Pertama, masih dipertahankannya doktrin pertahanan nasional, sistem pertahanan semesta (sishanta). Doktrin ini mengasumsikan seluruh komponen dan sumber daya nasional digunakan untuk mempertahankan kedaulatan NKRI. Hal tersebut membuat koter menjadi “tulang punggung” dalam memetakan dan memberdayakan seluruh komponen dan sumber daya di setiap wilayah negeri ini. Kedua, tidak terdapatnya keinginan yang kuat dari jajaran pimpinan angkatan darat untuk menata kembali seluruh koter. Koter dipandang masih perlu untuk mengamankan seluruh wilayah NKRI dari berbagai potensi ancaman yang muncul dari dalam masyarakat, termasuk terorisme.

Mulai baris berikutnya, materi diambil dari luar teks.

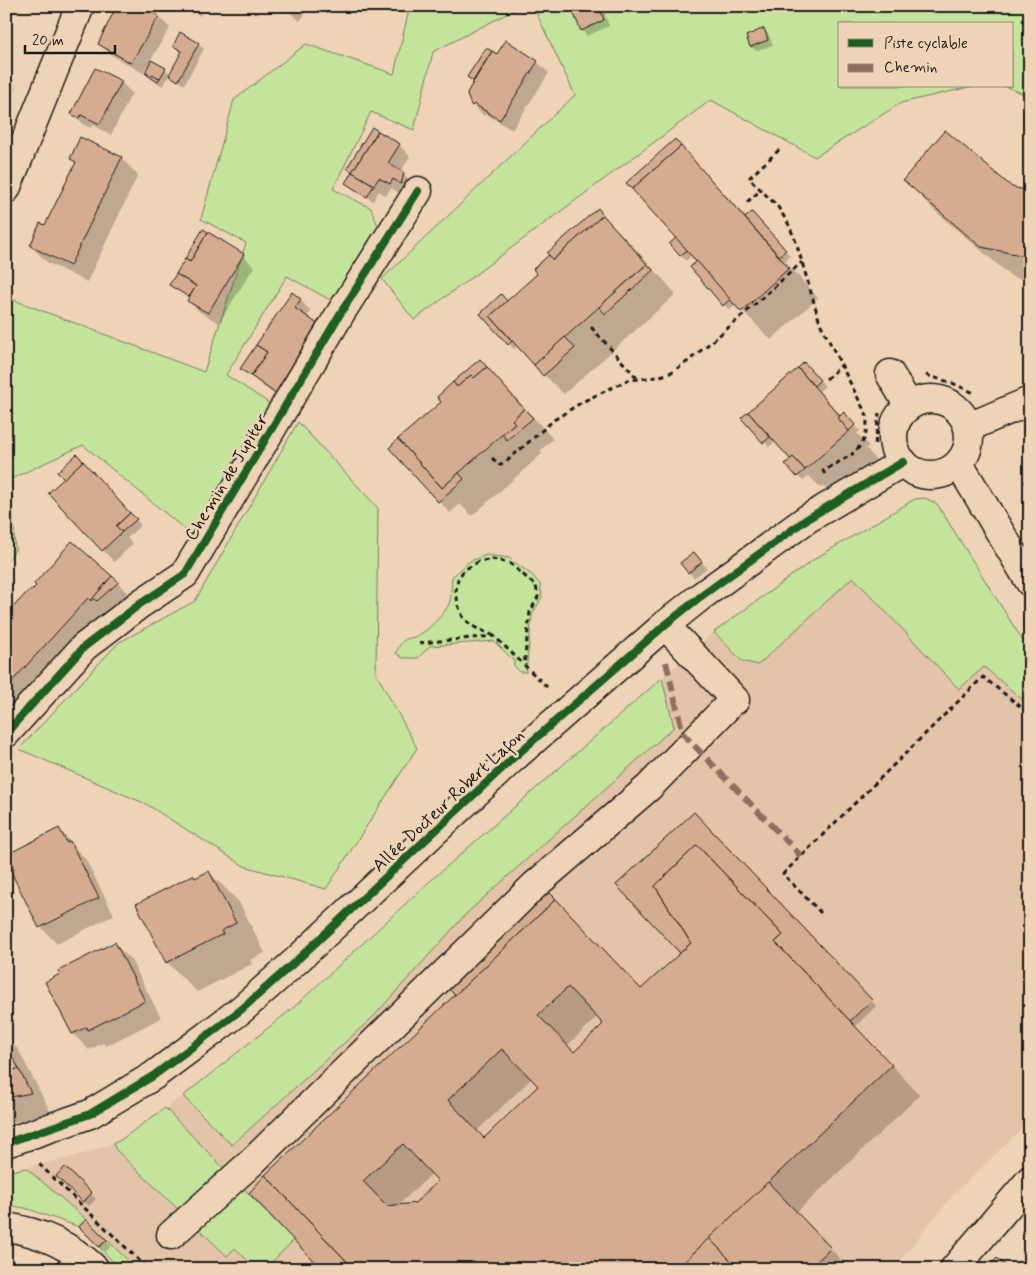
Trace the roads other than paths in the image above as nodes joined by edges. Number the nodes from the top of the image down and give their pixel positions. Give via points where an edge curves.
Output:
1 (74, 9) edge
2 (6, 188) edge
3 (418, 191) dead end
4 (890, 374) dead end
5 (1030, 401) edge
6 (909, 406) junction
7 (968, 427) junction
8 (903, 462) junction
9 (959, 464) junction
10 (1030, 582) edge
11 (665, 625) junction
12 (6, 733) edge
13 (16, 1140) edge
14 (1030, 1180) edge
15 (6, 1227) edge
16 (171, 1235) dead end
17 (95, 1269) edge
18 (954, 1269) edge

1 - 2 street
3 - 12 street, Chemin de Jupiter via 340,314 185,574 84,647
4 - 6 street
5 - 7 street
6 - 7 street via 932,398 944,401 955,406
6 - 8 street via 894,426 893,439
7 - 9 street via 970,440
8 - 9 street via 915,471 930,475 946,472
8 - 11 street, Allée Docteur Robert Lafon via 807,519
9 - 10 street
11 - 13 street, Allée Docteur Robert Lafon via 512,759 370,894 242,1009 134,1089 90,1114
11 - 16 street via 731,704 649,787 535,885 252,1162
14 - 18 street
15 - 17 street via 49,1238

Di era reformasi dengan pilihan demokrasi seperti sekarang, fungsi pemberdayaan wilayah mampu dijalankan oleh pemerintah daerah (pemda) setempat. Dalam kerangka otonomi, pemda setempat mampu memetakan dan memberdayakan baik komponen pendukung maupun komponen cadangan, serta seluruh sumber daya lokal untuk menunjang fungsi pertahanan. Untuk menanggulangi ancaman teror, pemda memiliki alat kemananan negara, yakni kepolisian. Dukungan seharusnya diberikan kepada pihak kepolisian untuk menangani persoalan keamanan nasional, sesuai amanat konstitusi. TNI sendiri harus mendukung peningkatan kapasitas sipil untuk melakukan fungsi pemberdayaan wilayah pertahanan.

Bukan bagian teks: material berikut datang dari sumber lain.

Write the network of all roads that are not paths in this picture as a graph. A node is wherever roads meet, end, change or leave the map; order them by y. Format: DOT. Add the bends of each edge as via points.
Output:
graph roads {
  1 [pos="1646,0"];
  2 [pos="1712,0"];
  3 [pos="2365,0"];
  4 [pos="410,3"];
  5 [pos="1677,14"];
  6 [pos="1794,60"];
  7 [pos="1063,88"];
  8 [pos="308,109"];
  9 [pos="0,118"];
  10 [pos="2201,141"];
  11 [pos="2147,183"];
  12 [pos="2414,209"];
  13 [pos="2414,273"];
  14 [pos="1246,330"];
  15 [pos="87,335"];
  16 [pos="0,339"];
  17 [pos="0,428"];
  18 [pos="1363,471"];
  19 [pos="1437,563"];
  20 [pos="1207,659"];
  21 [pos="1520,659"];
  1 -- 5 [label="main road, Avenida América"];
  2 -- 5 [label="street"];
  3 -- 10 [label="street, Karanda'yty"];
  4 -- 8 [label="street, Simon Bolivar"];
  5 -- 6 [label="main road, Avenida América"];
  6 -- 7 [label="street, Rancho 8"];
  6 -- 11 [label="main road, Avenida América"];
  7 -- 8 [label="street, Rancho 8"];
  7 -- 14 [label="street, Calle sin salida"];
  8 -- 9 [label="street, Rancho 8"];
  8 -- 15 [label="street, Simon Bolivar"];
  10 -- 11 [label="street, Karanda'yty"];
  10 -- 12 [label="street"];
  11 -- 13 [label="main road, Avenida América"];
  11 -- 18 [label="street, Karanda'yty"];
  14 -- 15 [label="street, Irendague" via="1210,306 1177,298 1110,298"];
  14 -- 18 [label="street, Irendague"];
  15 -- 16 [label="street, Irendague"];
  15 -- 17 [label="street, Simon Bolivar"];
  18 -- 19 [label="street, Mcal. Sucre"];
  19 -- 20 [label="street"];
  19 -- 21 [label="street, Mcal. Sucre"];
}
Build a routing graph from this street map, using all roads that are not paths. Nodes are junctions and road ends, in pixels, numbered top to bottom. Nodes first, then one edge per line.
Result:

Keberadaan koter, tidak perlu lagi digelar sampai tingkatan desa (babinsa). Fungsi teritorial, jika perlu dipertahankan, cukup sampai tingkatan kabupaten (kodim). Hal tersebut mengingat fungsi koordinasi dan mobilisasi seluruh pasukan regular di daerah, berada di bawah kewenangan komando daerah militer (kodam) dan komando resort militer (korem). Keberadaan koter cenderung untuk mempertahankan status quo militer di daerah, yang telah bertahan sejak diterapkan sitem wehrkreise (kantong-kantong pertahanan) pada zaman  revolusi.
Penolakan para petinggi angkatan darat, berbanding terbalik dengan kenyataan di daerah. Keberadaan koter di beberapa daerah tidak rawan konflik ternyata, menimbulkan keresahan, bahkan tindak pelanggaran ham terhadap masyarakat. Berdasarkan laporan Komnas Ham tahun 2010 sampai Maret 2011, terdapat 88 kasus indikasi pelanggaran ham, baik yang melibatkan personil, staf, maupun institusi teritorial di seluruh wilayah Indonesia.
Sejumlah pelanggaran ham yang diadukan diantaranya perebutan lahan, pembongkaran paksa sejumlah bangunan,  tindakan asusila, tindakan pengeroyokan, bahkan mengakibatkan kematian. Selain itu, berdasarkan laporan Human Rights Watch tahun 2009, keberadaan komando-komando teritorial di berbagai daerah berhubungan dengan keberadaan bisnis militer. Sejumlah koter digunakan untuk mempertahankan sejumlah bisnis militer yang belum dilukuidasi atau diambilalih oleh Pemerintah sesuai amanat Peraturan Pemerintah Nomor 23 tahun 2009 tentang Pengambilahan Aktivitas Bisnis Militer.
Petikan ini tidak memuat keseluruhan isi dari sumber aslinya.